La realidad de hoy dista muchísimo de los bohíos de guaño y yagua en la que las mujeres esperaban la vuelta de los esposos, con los escasos céntimos para alimentar a sus hijos. Allí el olor a café se expande con el alba y se va hasta cada técnico, obrero, campesino, médico, o maestro que desde cualquier escenario hace crecer su comunidad.
Las obras sociales se cuidan en el barrio con la ayuda de todos. El Consultorio Médico de la Familia fue remozado, se eliminaron las filtraciones del techo, y se repararon los equipos electrodomésticos para brindar las mejores condiciones de vida posible al personal de salud que cuida celosamente el bienestar de todos.
El centro escolar Ezequiel Lora es el núcleo donde confluyen los valores culturales de la comunidad.

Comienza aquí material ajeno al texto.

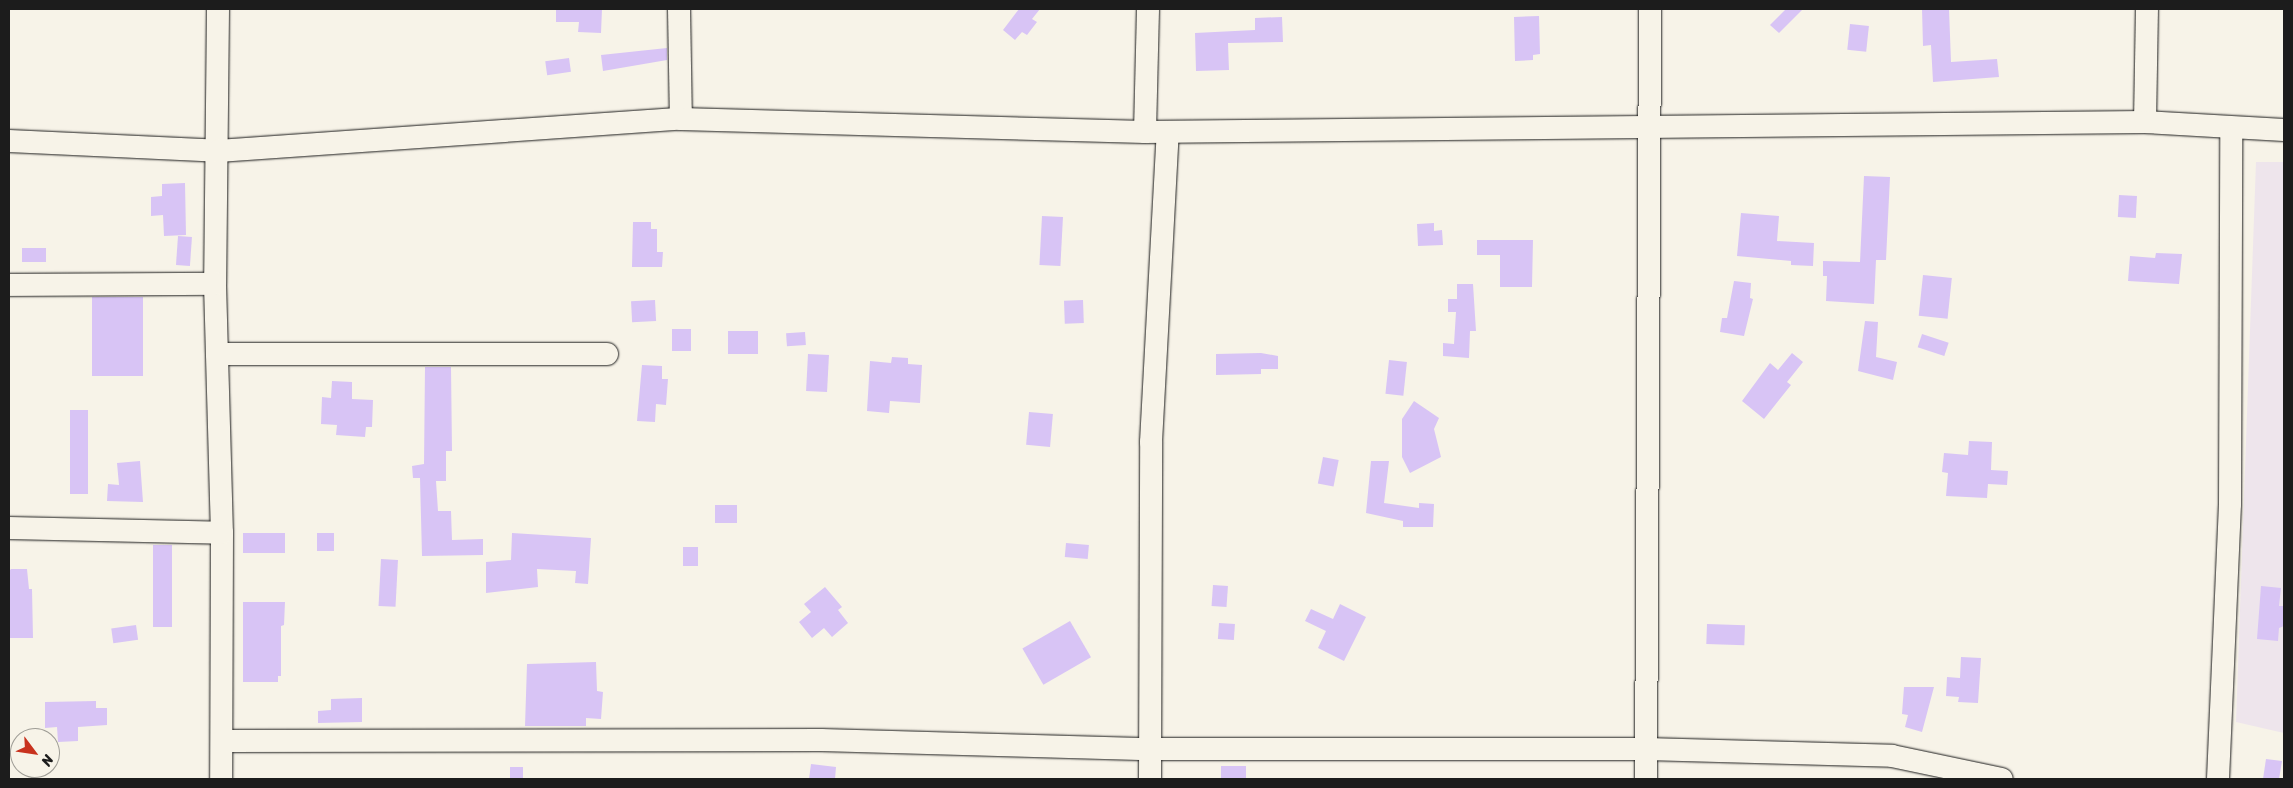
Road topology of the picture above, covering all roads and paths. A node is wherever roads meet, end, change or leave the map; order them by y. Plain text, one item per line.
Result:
1 (218, 9) edge
2 (679, 9) edge
3 (1148, 9) edge
4 (1650, 9) edge
5 (2147, 9) edge
6 (681, 118) junction
7 (2146, 122) junction
8 (1650, 128) junction
9 (2231, 129) junction
10 (2284, 130) edge
11 (1145, 132) junction
12 (1168, 132) junction
13 (9, 141) edge
14 (218, 151) junction
15 (215, 284) junction
16 (9, 285) edge
17 (217, 354) junction
18 (608, 354) dead end
19 (9, 528) edge
20 (222, 533) junction
21 (222, 741) junction
22 (1149, 749) junction
23 (1646, 749) junction
24 (221, 779) edge
25 (1150, 779) edge
26 (1646, 779) edge
27 (2002, 779) edge
28 (2218, 779) edge

1 - 14 street
2 - 6 street
3 - 11 street
4 - 8 street
5 - 7 street
6 - 11 street
6 - 14 street
7 - 8 street
7 - 9 street
8 - 12 street
8 - 23 street
9 - 10 street
9 - 28 street
11 - 12 street
12 - 22 street
13 - 14 street
14 - 15 street
15 - 16 street
15 - 17 street
17 - 18 street
17 - 20 street
19 - 20 street
20 - 21 street
21 - 22 street
21 - 24 street
22 - 23 street
22 - 25 street
23 - 26 street
23 - 27 street

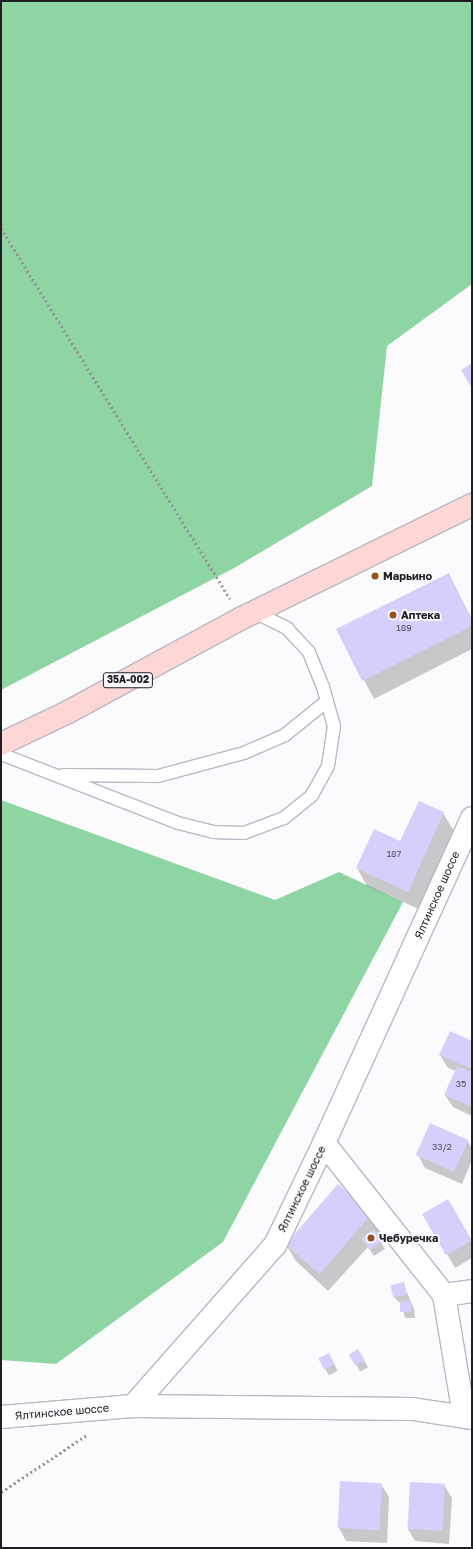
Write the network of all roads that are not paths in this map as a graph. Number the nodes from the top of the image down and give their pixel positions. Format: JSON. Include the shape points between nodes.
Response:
{"nodes":[{"id":1,"x":472,"y":505,"type":"edge"},
{"id":2,"x":248,"y":615,"type":"junction"},
{"id":3,"x":327,"y":701,"type":"junction"},
{"id":4,"x":1,"y":744,"type":"edge"},
{"id":5,"x":1,"y":754,"type":"edge"},
{"id":6,"x":56,"y":775,"type":"junction"},
{"id":7,"x":472,"y":818,"type":"edge"},
{"id":8,"x":324,"y":1143,"type":"junction"},
{"id":9,"x":472,"y":1291,"type":"edge"},
{"id":10,"x":444,"y":1295,"type":"junction"},
{"id":11,"x":133,"y":1406,"type":"junction"},
{"id":12,"x":1,"y":1417,"type":"edge"},
{"id":13,"x":468,"y":1417,"type":"edge"}],
"edges":[{"from":1,"to":2,"type":"main road","number":"35А-002"},
{"from":2,"to":3,"type":"lane","via":[[287,628],[309,652]]},
{"from":2,"to":4,"type":"main road","number":"35А-002","via":[[68,712]]},
{"from":3,"to":6,"type":"lane","via":[[285,735],[244,753],[158,776]]},
{"from":3,"to":6,"type":"lane","via":[[334,726],[328,766],[312,796],[284,818],[244,833],[213,832],[178,823]]},
{"from":5,"to":6,"type":"lane"},
{"from":7,"to":8,"type":"street","name":"Ялтинское шоссе"},
{"from":8,"to":10,"type":"street"},
{"from":8,"to":11,"type":"street","name":"Ялтинское шоссе","via":[[275,1245]]},
{"from":9,"to":10,"type":"street"},
{"from":10,"to":13,"type":"street"},
{"from":11,"to":12,"type":"street","name":"Ялтинское шоссе"},
{"from":11,"to":13,"type":"street","via":[[412,1409]]}]}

En sus salones se prepara para el futuro y se enseña además la historia de aquellos lares, para que los pequeños no ignoren el sueño de libertad que llevó a los hombres más valiosos a entregarse a la guerra.
La bodega y el círculo social también han sido escenario de transformaciones. La prioridad es en Hermanos Mayo mejorar la vida de la gente. Sus raíces humildes agradecen la colaboración del Proyecto ACPA que mejoró el fondo habitacional con la construcción de 31 viviendas, techos de zinc para 26 casas y eliminó la triste realidad de 72 pisos de tierra.
Con gran beneplácito fue recibido el puente peatonal que conecta a la comunidad con otros barrios. Aun restan muchas cosas por hacer, el mejoramiento de los tramos más críticos del camino es una meta prevista por las autoridades competentes, así como la reparación total de la escuela.